Today’s customer, who is spoilt for choice and looking to maximize value for every product or service bought, is hard to please. Organizations today are pulling out all the stops to understand how satisfied the customer is and what can be done to proactively improve customer satisfaction levels. Loss of customers impacts margins and cash flow. To make good the loss, organizations need to spend 5-10 times more to acquire new customers than to retain old customers. In this environment, the efficacy of the measurement metrics used to gain insights into customer satisfaction gains high significance.
With quick shifts in customer loyalties, companies need to consistently and objectively collect customer feedback for the services rendered and continuously innovate to upgrade service delivery levels. However, before you chose any methodology, keep these questions in mind:
- What are you trying to measure: Service delivery as compared to a standard, customer retention, the pace of customer resolution?
- What kind of business you are in: B2B transactions, customer query resolution, retail?
- How much time can your customer genuinely dedicate to respond to your questions: Less than a minute, less than five minutes, over a few days?
- How good is the analytical capability of your team to churn maximum information out of the available data: Basic level skills, business level analytical skills, detailed structure involving resources of Black Belt level?

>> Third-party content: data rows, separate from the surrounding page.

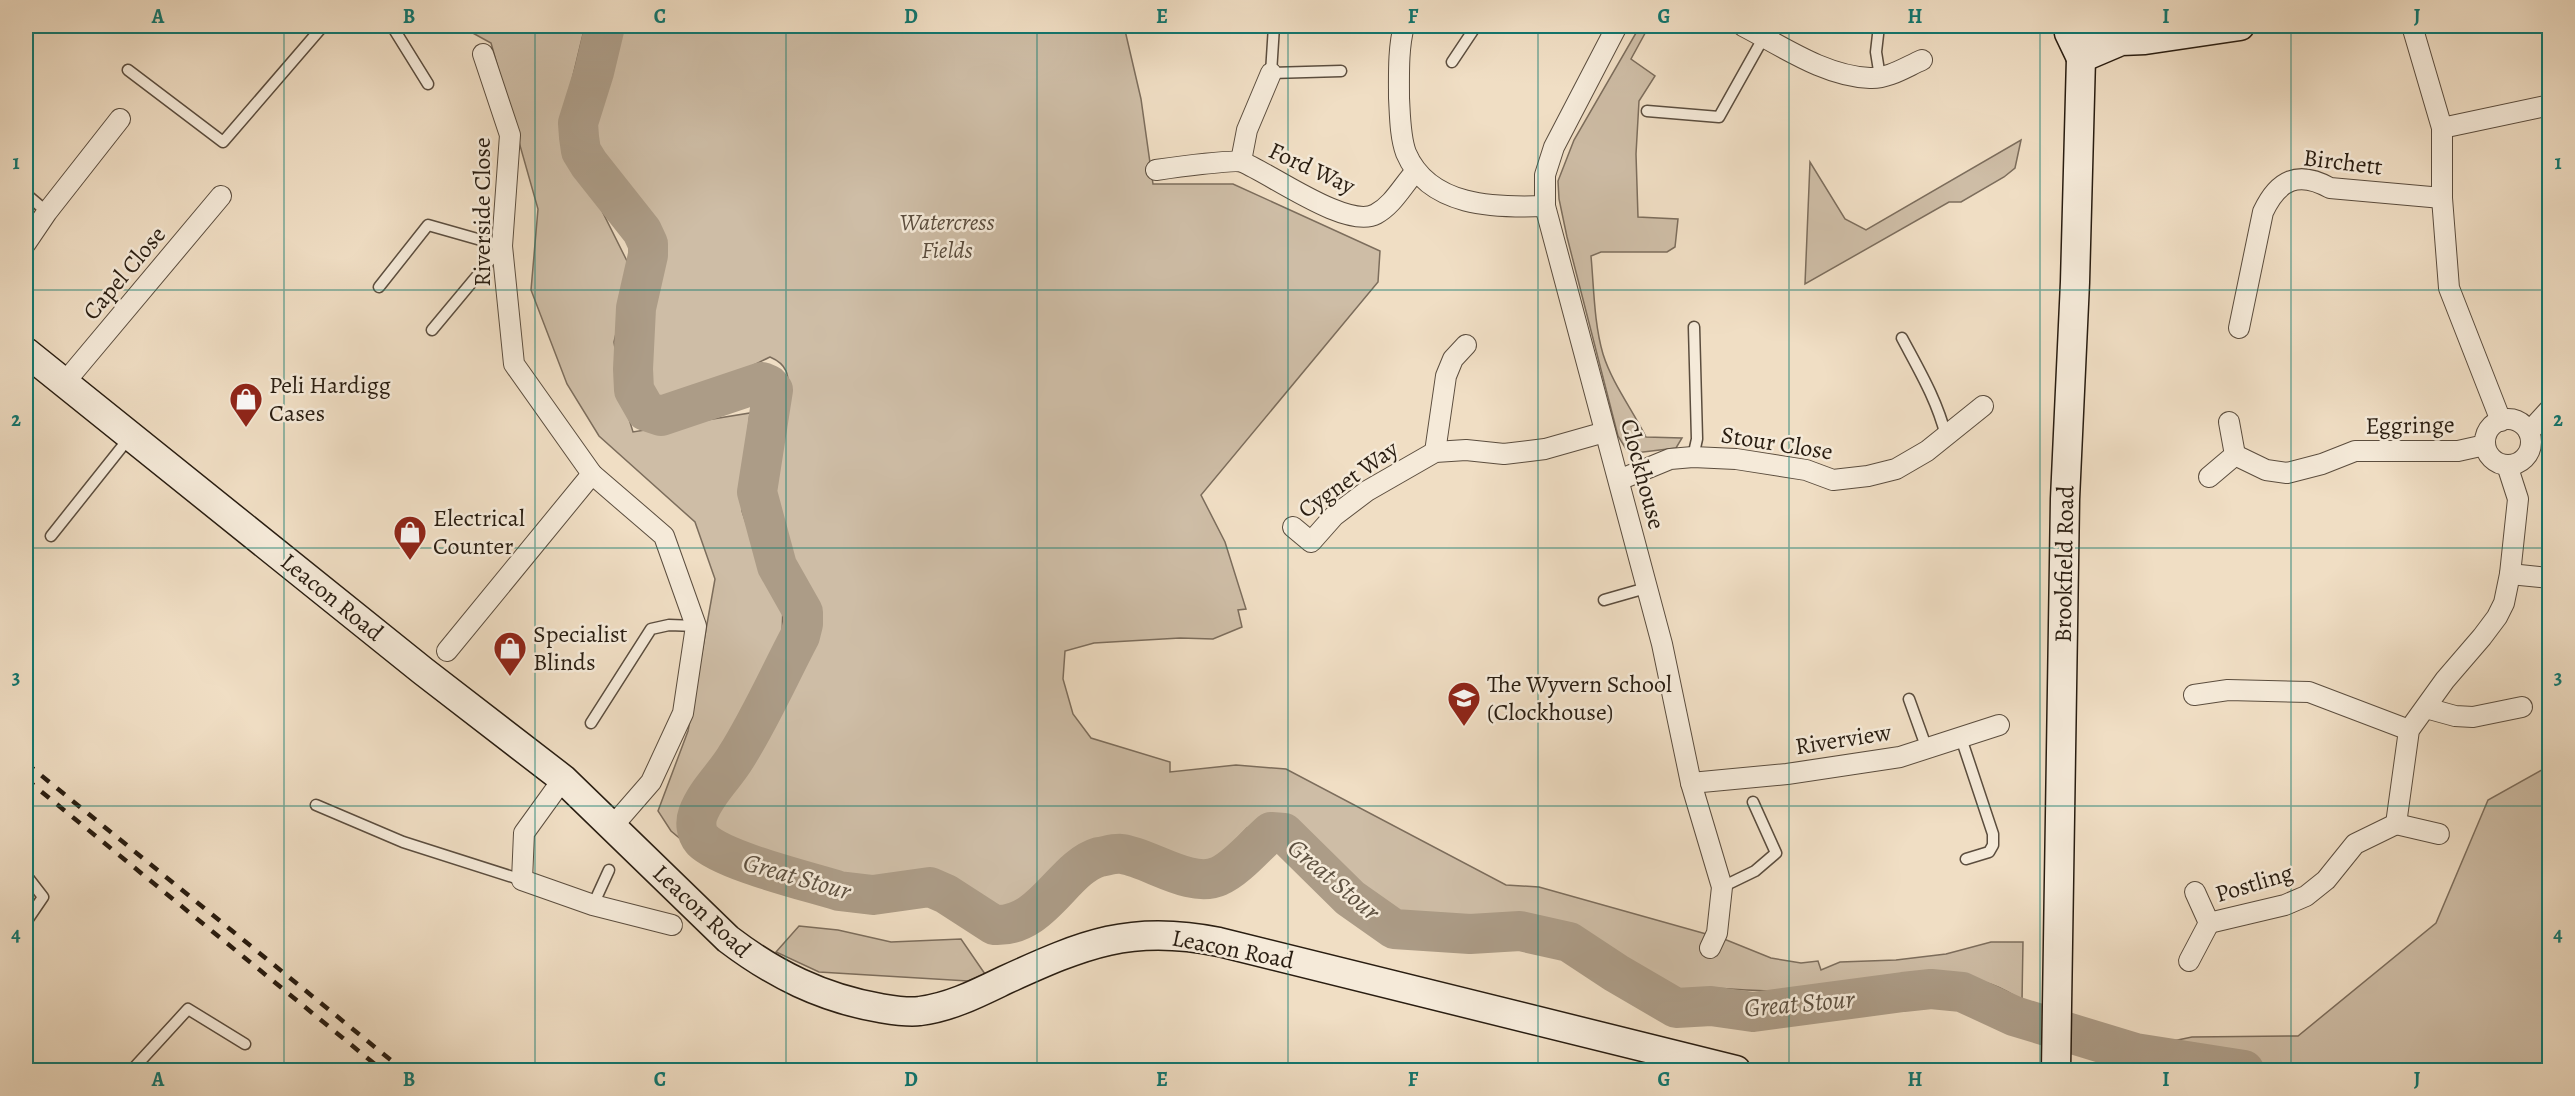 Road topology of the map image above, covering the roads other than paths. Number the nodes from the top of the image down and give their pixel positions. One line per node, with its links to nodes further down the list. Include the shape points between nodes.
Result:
1 (323, 26): 18 (lane, via 223,141)
2 (392, 26): 22 (lane)
3 (1274, 26): 20 (lane)
4 (1404, 26): 29 (street, via 1400,115 1406,151)
5 (1476, 26): 17 (lane)
6 (1617, 26): 33 (street, Clockhouse, via 1554,147 1545,175)
7 (1743, 26): 13 (street)
8 (1880, 26): 21 (lane, via 1876,52)
9 (2068, 26): 15 (street, Brookfield Road)
10 (2090, 26): 15 (street, Brookfield Road)
11 (2240, 26): 15 (street, via 2121,40)
12 (2412, 26): 26 (street)
13 (1767, 31): 21 (street, via 1819,66 1871,79); 24 (lane, via 1719,117)
14 (483, 54): 36 (street, Riverside Close, via 510,135)
15 (2081, 58): 98 (street, Brookfield Road, via 2064,510)
16 (1922, 60): 21 (street)
17 (1452, 62)
18 (128, 70)
19 (1341, 71): 20 (lane)
20 (1271, 73): 27 (street, Ford Way, via 1247,130)
21 (1880, 77)
22 (428, 84)
23 (2550, 105): 26 (street)
24 (1647, 111)
25 (120, 119): 34 (street)
26 (2442, 128): 32 (street)
27 (1241, 161): 28 (street, Ford Way); 29 (street, Ford Way, via 1328,207 1358,216 1374,216 1386,207)
28 (1156, 170)
29 (1416, 171): 33 (street, via 1449,196 1479,205)
30 (26, 194): 34 (lane)
31 (221, 196): 44 (street, Capel Close)
32 (2442, 198): 39 (street, Birchett, via 2330,188 2316,180 2298,178 2280,187 2263,212); 47 (street, via 2448,288)
33 (1545, 206): 49 (street, Clockhouse)
34 (47, 212): 35 (street)
35 (26, 243)
36 (502, 246): 37 (lane, via 428,225); 40 (lane); 58 (street, Riverside Close, via 514,364)
37 (379, 287)
38 (1694, 327): 56 (lane, via 1697,439)
39 (2239, 328)
40 (432, 330)
41 (1902, 338): 52 (lane, via 1931,391)
42 (1466, 345): 54 (street, Cygnet Way, via 1453,359 1446,376)
43 (26, 352): 44 (street, Leacon Road)
44 (64, 382): 51 (street, Leacon Road)
45 (1983, 406): 52 (street, Stour Close)
46 (2550, 409): 50 (street)
47 (2501, 421): 50 (street, via 2520,423); 53 (street, via 2489,430)
48 (2229, 422): 55 (street)
49 (1605, 432): 54 (street, Cygnet Way, via 1545,450 1504,454); 60 (street, Clockhouse)
50 (2529, 432): 57 (street, via 2527,455)
51 (131, 436): 62 (lane); 78 (street, Leacon Road)
52 (1946, 436): 56 (street, Stour Close, via 1896,469 1868,477 1833,480 1794,468)
53 (2485, 445): 55 (street, Eggringe, via 2457,452 2355,451 2287,473 2266,470); 57 (street, via 2494,460)
54 (1435, 452): 61 (street, Cygnet Way, via 1367,491 1335,516 1311,542)
55 (2235, 455): 59 (street)
56 (1693, 457): 60 (street, Stour Close, via 1670,459)
57 (2507, 465): 63 (street, via 2518,499)
58 (592, 474): 67 (street, Riverside Close, via 664,536); 68 (street)
59 (2209, 477)
60 (1619, 480): 65 (street, Clockhouse)
61 (1293, 527)
62 (51, 536)
63 (2510, 574): 64 (street); 72 (street, via 2497,617)
64 (2550, 578)
65 (1646, 588): 66 (lane); 79 (street, Clockhouse)
66 (1604, 600)
67 (696, 626): 73 (lane, via 651,629); 83 (street, Riverside Close, via 682,713 651,782)
68 (447, 651)
69 (2194, 695): 75 (street, via 2228,690 2309,692)
70 (1909, 699): 77 (lane)
71 (2522, 707): 72 (street, via 2473,717)
72 (2426, 708): 75 (street)
73 (591, 723)
74 (1999, 725): 76 (street, Riverview)
75 (2409, 730): 82 (street)
76 (1961, 738): 77 (street, Riverview); 85 (lane, via 1993,834 1989,852)
77 (1927, 749): 79 (street, Riverview, via 1900,757 1787,774)
78 (563, 779): 83 (street, Leacon Road); 88 (street, via 524,833)
79 (1691, 783): 89 (street, Clockhouse)
80 (1753, 802): 89 (lane, via 1776,853 1755,871)
81 (316, 805): 88 (lane, via 403,842)
82 (2396, 824): 84 (street); 93 (street, Postling, via 2355,844 2326,880 2306,897)
83 (611, 828): 100 (street, Leacon Road, via 754,959 813,990 865,1005 918,1012 953,1004 1087,945 1142,934 1168,934 1219,942)
84 (2439, 834)
85 (1966, 859)
86 (609, 870): 91 (lane)
87 (26, 874): 92 (lane, via 43,897)
88 (522, 880): 91 (street)
89 (1722, 887): 95 (street, Clockhouse, via 1717,933)
90 (2195, 892): 93 (street, Postling)
91 (593, 905): 94 (street)
92 (26, 922)
93 (2209, 922): 96 (street, Postling)
94 (672, 925)
95 (1710, 948)
96 (2189, 961)
97 (245, 1044): 99 (lane, via 188,1009)
98 (2056, 1067)
99 (132, 1071)
100 (1736, 1071) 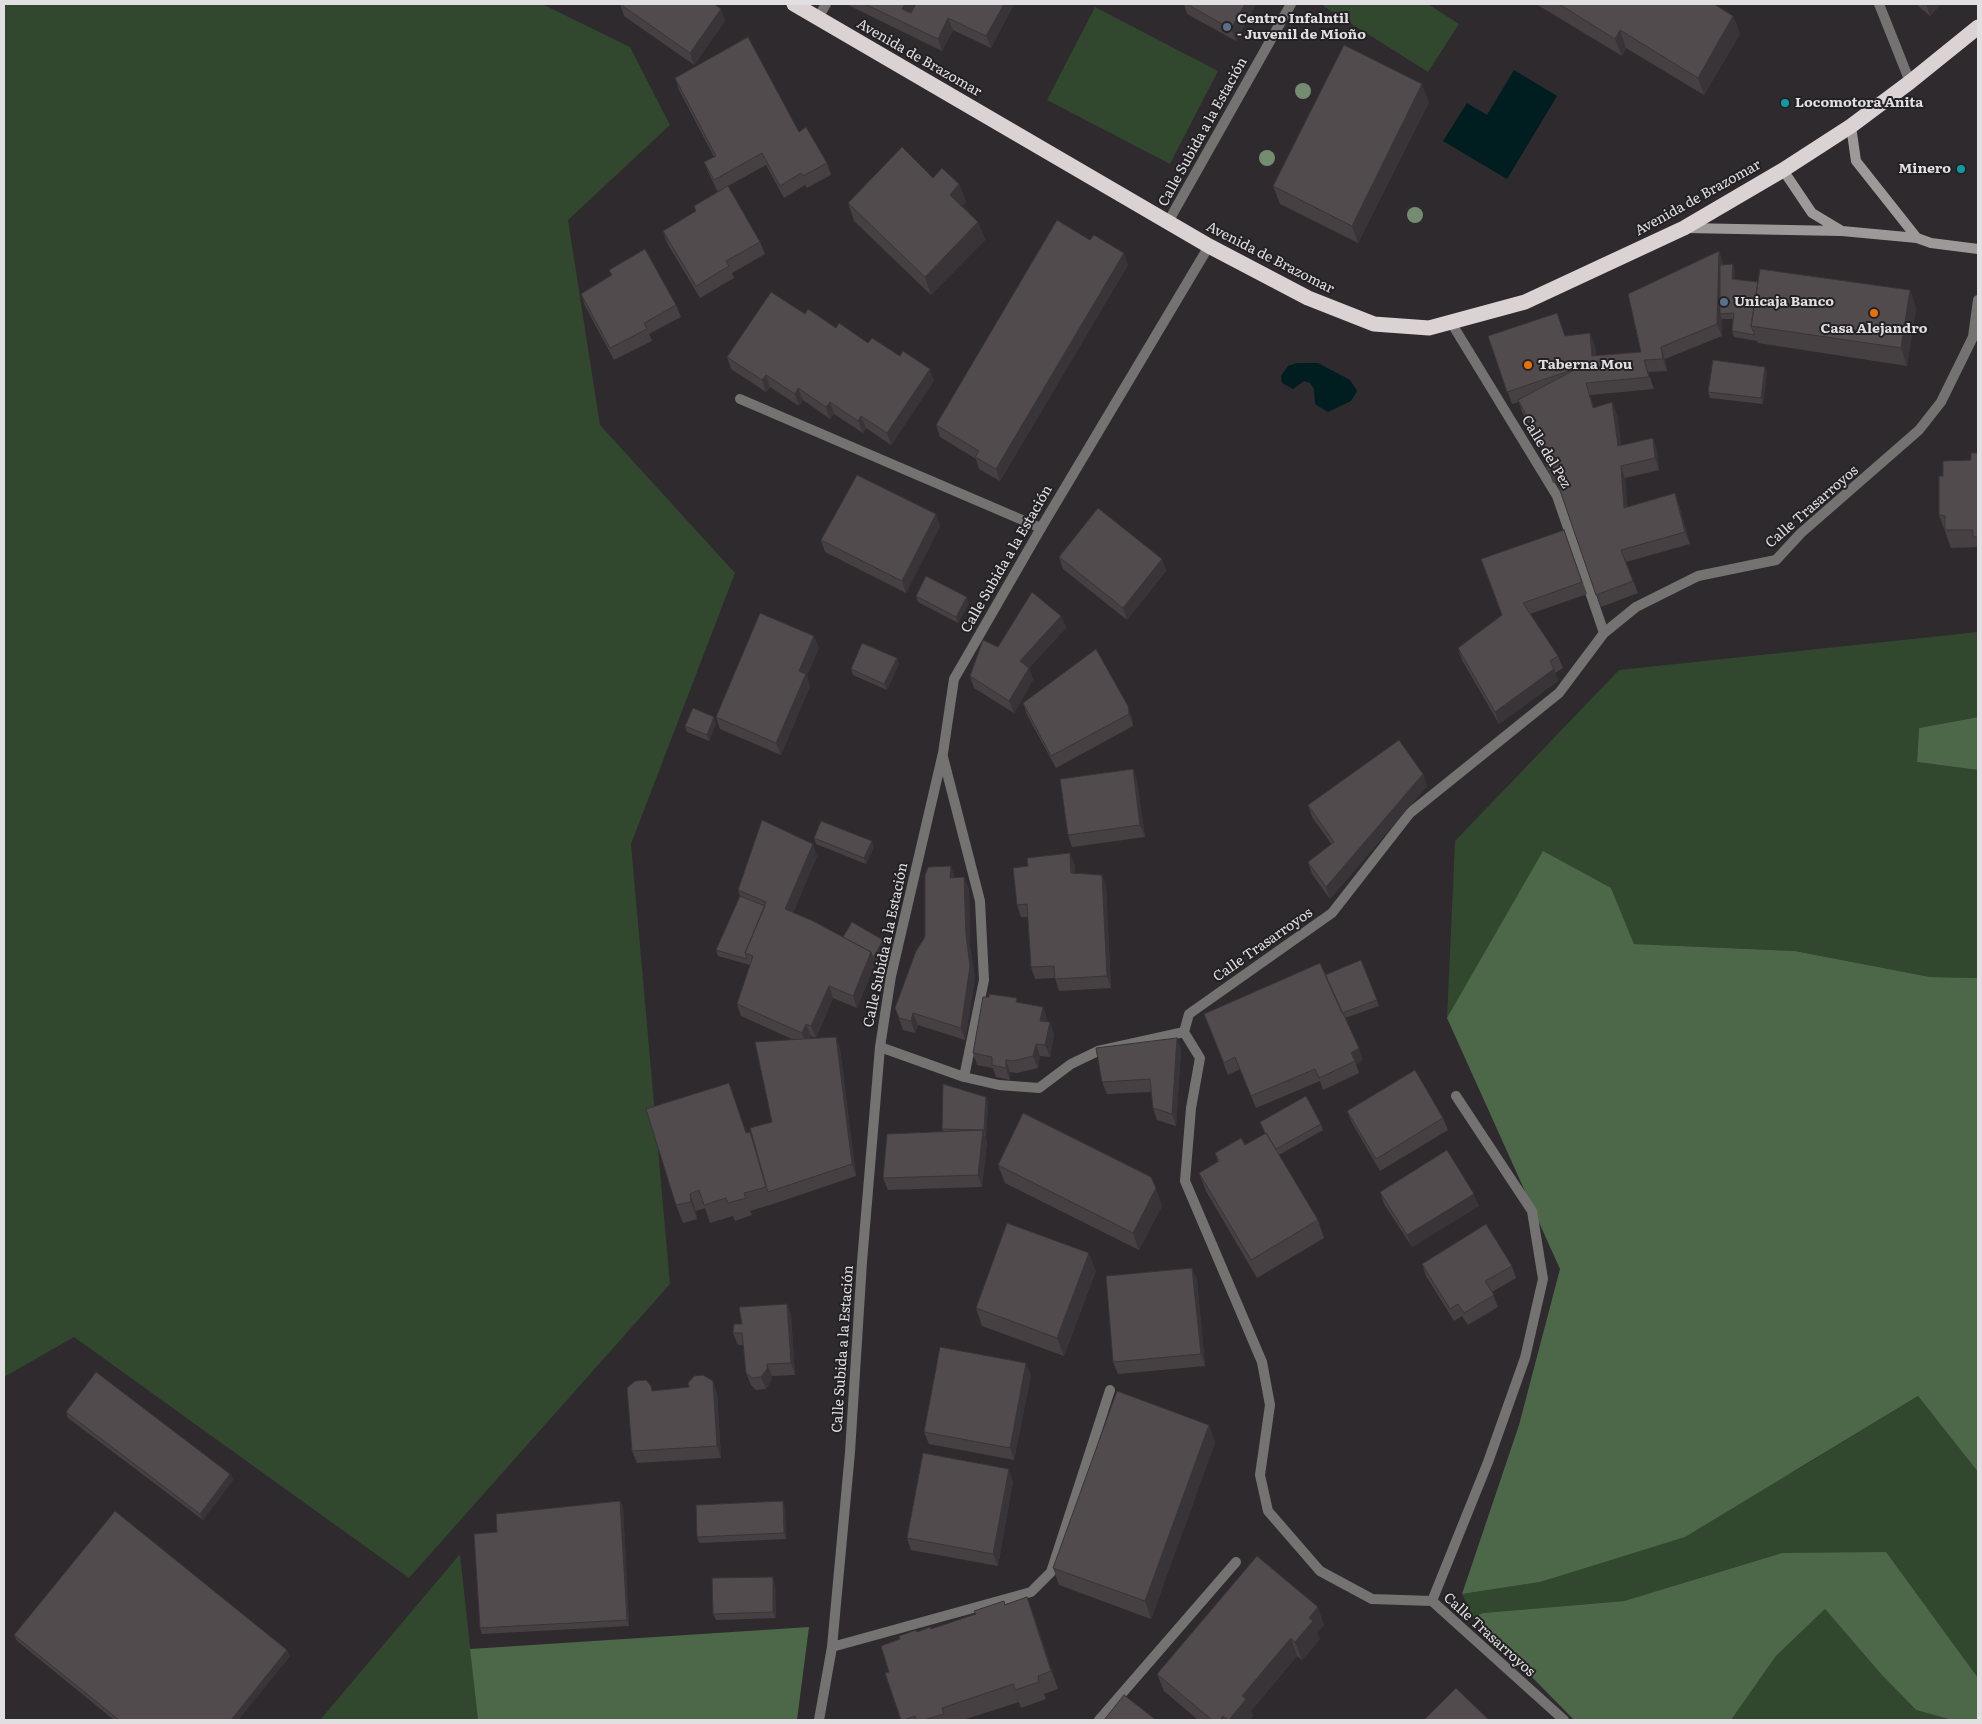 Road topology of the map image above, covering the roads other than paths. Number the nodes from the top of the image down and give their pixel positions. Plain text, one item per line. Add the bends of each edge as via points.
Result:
1 (794, 4) edge
2 (826, 4) edge
3 (1291, 4) edge
4 (1880, 4) edge
5 (818, 18) junction
6 (1978, 27) edge
7 (1910, 82) junction
8 (1851, 126) junction
9 (1783, 170) junction
10 (1168, 222) junction
11 (1684, 228) junction
12 (1842, 231) junction
13 (1917, 238) junction
14 (1209, 246) junction
15 (1978, 249) edge
16 (1978, 300) edge
17 (1452, 324) junction
18 (740, 400) dead end
19 (1041, 528) junction
20 (1604, 633) junction
21 (943, 753) junction
22 (1184, 1032) junction
23 (880, 1047) junction
24 (964, 1077) junction
25 (1456, 1096) dead end
26 (1110, 1390) dead end
27 (1236, 1562) dead end
28 (1432, 1601) junction
29 (832, 1647) junction
30 (819, 1720) edge
31 (1099, 1720) edge
32 (1564, 1720) edge

1 - 5 highway, Avenida de Brazomar
2 - 5 street
3 - 10 street, Calle Subida a la Estación
4 - 7 street
5 - 10 highway, Avenida de Brazomar
6 - 7 highway, Avenida de Brazomar
7 - 8 highway, Avenida de Brazomar
8 - 9 highway, Avenida de Brazomar
8 - 13 street via 1856,161
9 - 11 highway, Avenida de Brazomar
9 - 12 street via 1812,213
10 - 14 highway, Avenida de Brazomar
11 - 12 street
11 - 17 highway, Avenida de Brazomar via 1525,302
12 - 13 street
13 - 15 street
14 - 17 highway, Avenida de Brazomar via 1308,298 1374,324 1429,328
14 - 19 street, Calle Subida a la Estación
16 - 20 street, Calle Trasarroyos via 1973,337 1941,402 1920,430 1801,534 1776,560 1698,576 1636,607
17 - 20 street, Calle del Pez via 1557,496
18 - 19 street
19 - 21 street, Calle Subida a la Estación via 954,680
20 - 22 street, Calle Trasarroyos via 1560,693 1410,813 1332,913 1189,1014
21 - 23 street, Calle Subida a la Estación via 891,976
21 - 24 street via 980,901 984,980
22 - 24 street via 1098,1051 1071,1064 1039,1088 1000,1085
22 - 28 street, Calle Trasarroyos via 1200,1058 1185,1181 1262,1362 1270,1405 1260,1476 1268,1511 1320,1571 1372,1599
23 - 24 street
23 - 29 street, Calle Subida a la Estación
25 - 28 street via 1532,1211 1543,1280 1525,1358 1488,1462
26 - 29 street via 1051,1572 1031,1592
27 - 31 street
28 - 32 street, Calle Trasarroyos
29 - 30 street, Calle Subida a la Estación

- How frequently can you ask for feedback: Immediately after the service delivery, once a day, yearly?
To find best fit of Need versus Approach for deciding the measuring metric, you can pick from the following methodologies:
Customer Satisfaction (CSAT): A Widely Followed Methodology
Up to 80 Percent of customer service organizations use Customer Satisfaction (CSAT) to gauge customer experience with the organization. A CSAT survey is multi-dimensional and covers all customer touch points. A higher CSAT score represents a clear state of improvement and the rate of change in customer perceptions for the services offered. It is much easier to pinpoint the reason for customer dissatisfaction through a CSAT survey than by any other method of customer loyalty measurement. CSAT surveys are widely practiced in the industry and your scores provide a good comparative baseline vis-à-vis your competitors.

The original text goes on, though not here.